Your instructions:
When you output the records, match them exactly and omit any picture they include.

Input records:
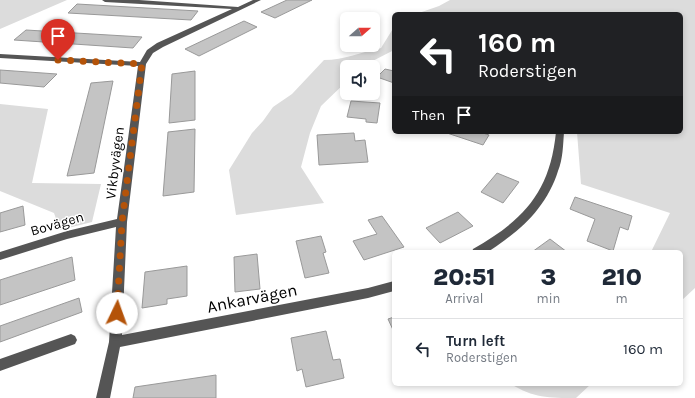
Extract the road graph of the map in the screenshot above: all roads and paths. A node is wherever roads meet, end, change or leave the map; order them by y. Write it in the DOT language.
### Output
graph roads {
  1 [pos="105,0"];
  2 [pos="258,0"];
  3 [pos="239,9"];
  4 [pos="0,56"];
  5 [pos="142,64"];
  6 [pos="560,134"];
  7 [pos="122,222"];
  8 [pos="480,250"];
  9 [pos="0,256"];
  10 [pos="392,287"];
  11 [pos="72,340"];
  12 [pos="115,342"];
  13 [pos="0,366"];
  14 [pos="104,398"];
  1 -- 3 [label="street"];
  2 -- 3 [label="street"];
  3 -- 5 [label="street"];
  4 -- 5 [label="street"];
  5 -- 7 [label="street, Vikbyvägen"];
  6 -- 8 [label="street"];
  7 -- 9 [label="street, Bovägen"];
  7 -- 12 [label="street, Vikbyvägen"];
  10 -- 12 [label="street, Ankarvägen"];
  11 -- 13 [label="street"];
  12 -- 14 [label="street, Vikbyvägen"];
}
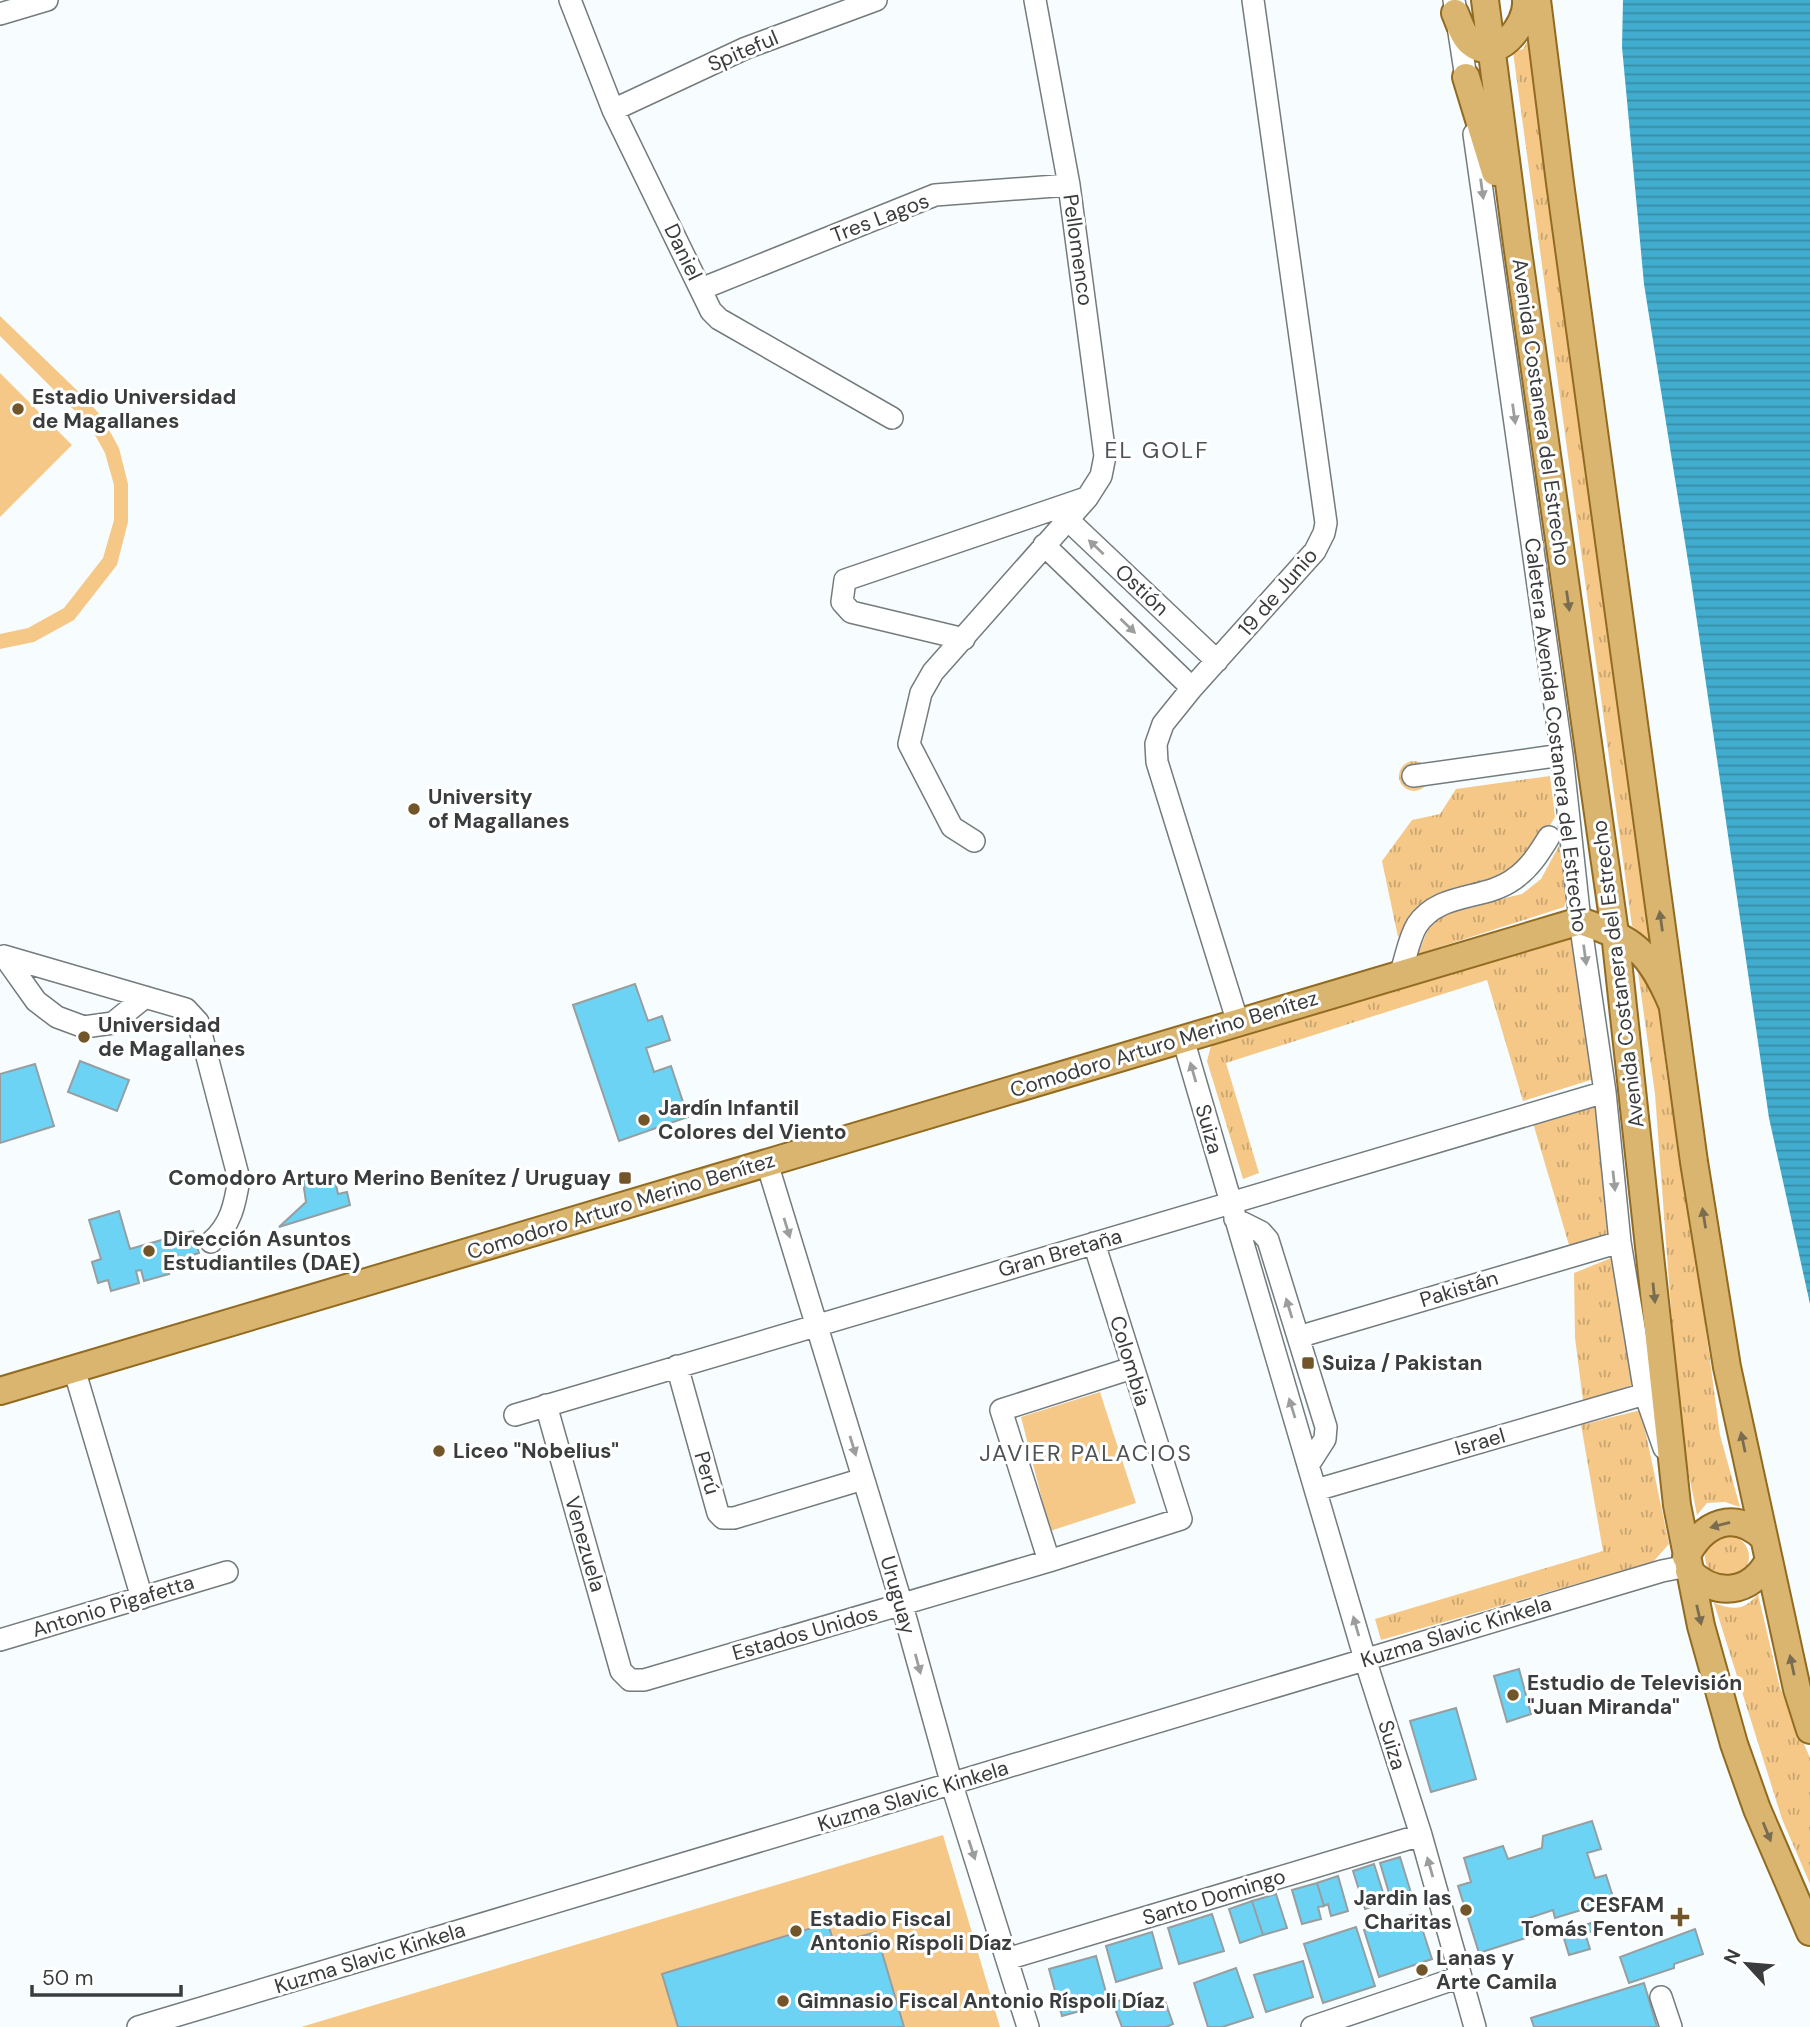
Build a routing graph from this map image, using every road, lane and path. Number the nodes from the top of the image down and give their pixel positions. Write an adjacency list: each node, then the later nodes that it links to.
1 (47, 0): 10 (street)
2 (570, 0): 13 (street, Daniel)
3 (876, 0): 13 (street, Spiteful)
4 (1035, 0): 14 (street, Pellomenco)
5 (1253, 0): 22 (street, 19 de Junio)
6 (1485, 0): 11 (main road, Avenida Costanera del Estrecho)
7 (1526, 0): 11 (main road)
8 (1537, 0): 32 (main road, one-way to 8)
9 (1454, 6): 11 (main road); 12 (street, Caletera Avenida Costanera del Estrecho)
10 (0, 14)
11 (1492, 48): 15 (main road, Avenida Costanera del Estrecho)
12 (1466, 76): 15 (main road); 24 (street, Caletera Avenida Costanera del Estrecho, one-way to 24)
13 (613, 110): 16 (street, Daniel)
14 (1069, 185): 16 (street, Tres Lagos); 18 (street, Pellomenco)
15 (1517, 244): 29 (main road, Avenida Costanera del Estrecho, one-way to 29)
16 (701, 289): 17 (street, Daniel)
17 (892, 418)
18 (1087, 498): 19 (street, Pellomenco); 21 (street)
19 (1067, 519): 20 (street, Pellomenco); 22 (street, Ostión, one-way to 19)
20 (1044, 545): 21 (street, Pellomenco); 23 (street, Ostión, one-way to 23)
21 (964, 639): 27 (street, Pellomenco)
22 (1217, 661): 23 (street, 19 de Junio)
23 (1192, 688): 33 (street, 19 de Junio)
24 (1562, 755): 25 (street); 28 (street, Caletera Avenida Costanera del Estrecho)
25 (1413, 776)
26 (1549, 837): 30 (street)
27 (974, 841)
28 (1580, 920): 29 (main road); 30 (main road, Comodoro Arturo Merino Benítez); 35 (street, Caletera Avenida Costanera del Estrecho, one-way to 35)
29 (1615, 933): 32 (main road); 51 (main road, Avenida Costanera del Estrecho, one-way to 51)
30 (1401, 972): 33 (main road, Comodoro Arturo Merino Benítez)
31 (145, 998): 31 (street); 38 (street)
32 (1672, 1004): 55 (main road, one-way to 32)
33 (1238, 1023): 34 (main road, Comodoro Arturo Merino Benítez)
34 (1183, 1040): 36 (main road, Comodoro Arturo Merino Benítez); 37 (street, Suiza, one-way to 34)
35 (1605, 1092): 37 (street, Gran Bretaña); 39 (street, Caletera Avenida Costanera del Estrecho, one-way to 39)
36 (767, 1163): 41 (street, Uruguay, one-way to 41); 45 (main road, Comodoro Arturo Merino Benítez)
37 (1233, 1211): 40 (street, Gran Bretaña); 42 (street, one-way to 37); 50 (street, Suiza, one-way to 37)
38 (211, 1242)
39 (1620, 1242): 42 (street, Pakistán); 47 (street, Caletera Avenida Costanera del Estrecho)
40 (1094, 1243): 41 (street, Gran Bretaña); 44 (street, Colombia)
41 (816, 1325): 43 (street, Gran Bretaña); 52 (street, Uruguay, one-way to 52)
42 (1298, 1337): 50 (street)
43 (677, 1366): 48 (street, Gran Bretaña); 52 (street, Perú)
44 (1132, 1368): 54 (street, Colombia); 56 (street)
45 (74, 1369): 46 (main road, Comodoro Arturo Merino Benítez); 59 (street)
46 (0, 1391)
47 (1645, 1394): 51 (street, Caletera Avenida Costanera del Estrecho); 53 (street, Israel)
48 (546, 1405): 49 (street, Gran Bretaña); 63 (street, Venezuela)
49 (515, 1415)
50 (1309, 1464): 53 (street, Suiza)
51 (1671, 1466): 57 (main road, Avenida Costanera del Estrecho)
52 (863, 1479): 60 (street, Uruguay)
53 (1315, 1490): 62 (street, Suiza, one-way to 53)
54 (1181, 1520): 56 (street, Estados Unidos)
55 (1766, 1549): 57 (main road); 57 (main road, one-way to 57); 64 (main road, one-way to 55)
56 (1049, 1561): 60 (street, Estados Unidos)
57 (1687, 1565): 62 (street, Kuzma Slavic Kinkela); 67 (main road, Avenida Costanera del Estrecho, one-way to 67)
58 (227, 1572): 59 (street, Antonio Pigafetta)
59 (142, 1598): 61 (street, Antonio Pigafetta)
60 (902, 1605): 63 (street, Estados Unidos); 65 (street, Uruguay, one-way to 65)
61 (0, 1640)
62 (1365, 1659): 65 (street, Kuzma Slavic Kinkela); 66 (street, Suiza)
63 (630, 1680)
64 (1810, 1730)
65 (952, 1785): 68 (street, Uruguay, one-way to 68); 72 (street, Kuzma Slavic Kinkela)
66 (1421, 1835): 68 (street, Santo Domingo); 69 (street, Suiza, one-way to 66)
67 (1810, 1932)
68 (1007, 1959): 73 (street, Uruguay)
69 (1460, 1977): 71 (street); 75 (street, Suiza)
70 (1661, 1997): 76 (street)
71 (1338, 2023): 74 (street)
72 (138, 2027)
73 (1028, 2027)
74 (1312, 2027)
75 (1475, 2027)
76 (1671, 2027)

Written solution:
Extract the road graph of the map in the screenshot above: all roads and paths. A node is wherever roads meet, end, change or leave the map; order them by y. Write it in the DOT language.
### Output
graph roads {
  1 [pos="105,0"];
  2 [pos="258,0"];
  3 [pos="239,9"];
  4 [pos="0,56"];
  5 [pos="142,64"];
  6 [pos="560,134"];
  7 [pos="122,222"];
  8 [pos="480,250"];
  9 [pos="0,256"];
  10 [pos="392,287"];
  11 [pos="72,340"];
  12 [pos="115,342"];
  13 [pos="0,366"];
  14 [pos="104,398"];
  1 -- 3 [label="street"];
  2 -- 3 [label="street"];
  3 -- 5 [label="street"];
  4 -- 5 [label="street"];
  5 -- 7 [label="street, Vikbyvägen"];
  6 -- 8 [label="street"];
  7 -- 9 [label="street, Bovägen"];
  7 -- 12 [label="street, Vikbyvägen"];
  10 -- 12 [label="street, Ankarvägen"];
  11 -- 13 [label="street"];
  12 -- 14 [label="street, Vikbyvägen"];
}
Build a routing graph from this map image, using every road, lane and path. Number the nodes from the top of the image down and give their pixel positions. Write an adjacency list: each node, then the later nodes that it links to.
1 (47, 0): 10 (street)
2 (570, 0): 13 (street, Daniel)
3 (876, 0): 13 (street, Spiteful)
4 (1035, 0): 14 (street, Pellomenco)
5 (1253, 0): 22 (street, 19 de Junio)
6 (1485, 0): 11 (main road, Avenida Costanera del Estrecho)
7 (1526, 0): 11 (main road)
8 (1537, 0): 32 (main road, one-way to 8)
9 (1454, 6): 11 (main road); 12 (street, Caletera Avenida Costanera del Estrecho)
10 (0, 14)
11 (1492, 48): 15 (main road, Avenida Costanera del Estrecho)
12 (1466, 76): 15 (main road); 24 (street, Caletera Avenida Costanera del Estrecho, one-way to 24)
13 (613, 110): 16 (street, Daniel)
14 (1069, 185): 16 (street, Tres Lagos); 18 (street, Pellomenco)
15 (1517, 244): 29 (main road, Avenida Costanera del Estrecho, one-way to 29)
16 (701, 289): 17 (street, Daniel)
17 (892, 418)
18 (1087, 498): 19 (street, Pellomenco); 21 (street)
19 (1067, 519): 20 (street, Pellomenco); 22 (street, Ostión, one-way to 19)
20 (1044, 545): 21 (street, Pellomenco); 23 (street, Ostión, one-way to 23)
21 (964, 639): 27 (street, Pellomenco)
22 (1217, 661): 23 (street, 19 de Junio)
23 (1192, 688): 33 (street, 19 de Junio)
24 (1562, 755): 25 (street); 28 (street, Caletera Avenida Costanera del Estrecho)
25 (1413, 776)
26 (1549, 837): 30 (street)
27 (974, 841)
28 (1580, 920): 29 (main road); 30 (main road, Comodoro Arturo Merino Benítez); 35 (street, Caletera Avenida Costanera del Estrecho, one-way to 35)
29 (1615, 933): 32 (main road); 51 (main road, Avenida Costanera del Estrecho, one-way to 51)
30 (1401, 972): 33 (main road, Comodoro Arturo Merino Benítez)
31 (145, 998): 31 (street); 38 (street)
32 (1672, 1004): 55 (main road, one-way to 32)
33 (1238, 1023): 34 (main road, Comodoro Arturo Merino Benítez)
34 (1183, 1040): 36 (main road, Comodoro Arturo Merino Benítez); 37 (street, Suiza, one-way to 34)
35 (1605, 1092): 37 (street, Gran Bretaña); 39 (street, Caletera Avenida Costanera del Estrecho, one-way to 39)
36 (767, 1163): 41 (street, Uruguay, one-way to 41); 45 (main road, Comodoro Arturo Merino Benítez)
37 (1233, 1211): 40 (street, Gran Bretaña); 42 (street, one-way to 37); 50 (street, Suiza, one-way to 37)
38 (211, 1242)
39 (1620, 1242): 42 (street, Pakistán); 47 (street, Caletera Avenida Costanera del Estrecho)
40 (1094, 1243): 41 (street, Gran Bretaña); 44 (street, Colombia)
41 (816, 1325): 43 (street, Gran Bretaña); 52 (street, Uruguay, one-way to 52)
42 (1298, 1337): 50 (street)
43 (677, 1366): 48 (street, Gran Bretaña); 52 (street, Perú)
44 (1132, 1368): 54 (street, Colombia); 56 (street)
45 (74, 1369): 46 (main road, Comodoro Arturo Merino Benítez); 59 (street)
46 (0, 1391)
47 (1645, 1394): 51 (street, Caletera Avenida Costanera del Estrecho); 53 (street, Israel)
48 (546, 1405): 49 (street, Gran Bretaña); 63 (street, Venezuela)
49 (515, 1415)
50 (1309, 1464): 53 (street, Suiza)
51 (1671, 1466): 57 (main road, Avenida Costanera del Estrecho)
52 (863, 1479): 60 (street, Uruguay)
53 (1315, 1490): 62 (street, Suiza, one-way to 53)
54 (1181, 1520): 56 (street, Estados Unidos)
55 (1766, 1549): 57 (main road); 57 (main road, one-way to 57); 64 (main road, one-way to 55)
56 (1049, 1561): 60 (street, Estados Unidos)
57 (1687, 1565): 62 (street, Kuzma Slavic Kinkela); 67 (main road, Avenida Costanera del Estrecho, one-way to 67)
58 (227, 1572): 59 (street, Antonio Pigafetta)
59 (142, 1598): 61 (street, Antonio Pigafetta)
60 (902, 1605): 63 (street, Estados Unidos); 65 (street, Uruguay, one-way to 65)
61 (0, 1640)
62 (1365, 1659): 65 (street, Kuzma Slavic Kinkela); 66 (street, Suiza)
63 (630, 1680)
64 (1810, 1730)
65 (952, 1785): 68 (street, Uruguay, one-way to 68); 72 (street, Kuzma Slavic Kinkela)
66 (1421, 1835): 68 (street, Santo Domingo); 69 (street, Suiza, one-way to 66)
67 (1810, 1932)
68 (1007, 1959): 73 (street, Uruguay)
69 (1460, 1977): 71 (street); 75 (street, Suiza)
70 (1661, 1997): 76 (street)
71 (1338, 2023): 74 (street)
72 (138, 2027)
73 (1028, 2027)
74 (1312, 2027)
75 (1475, 2027)
76 (1671, 2027)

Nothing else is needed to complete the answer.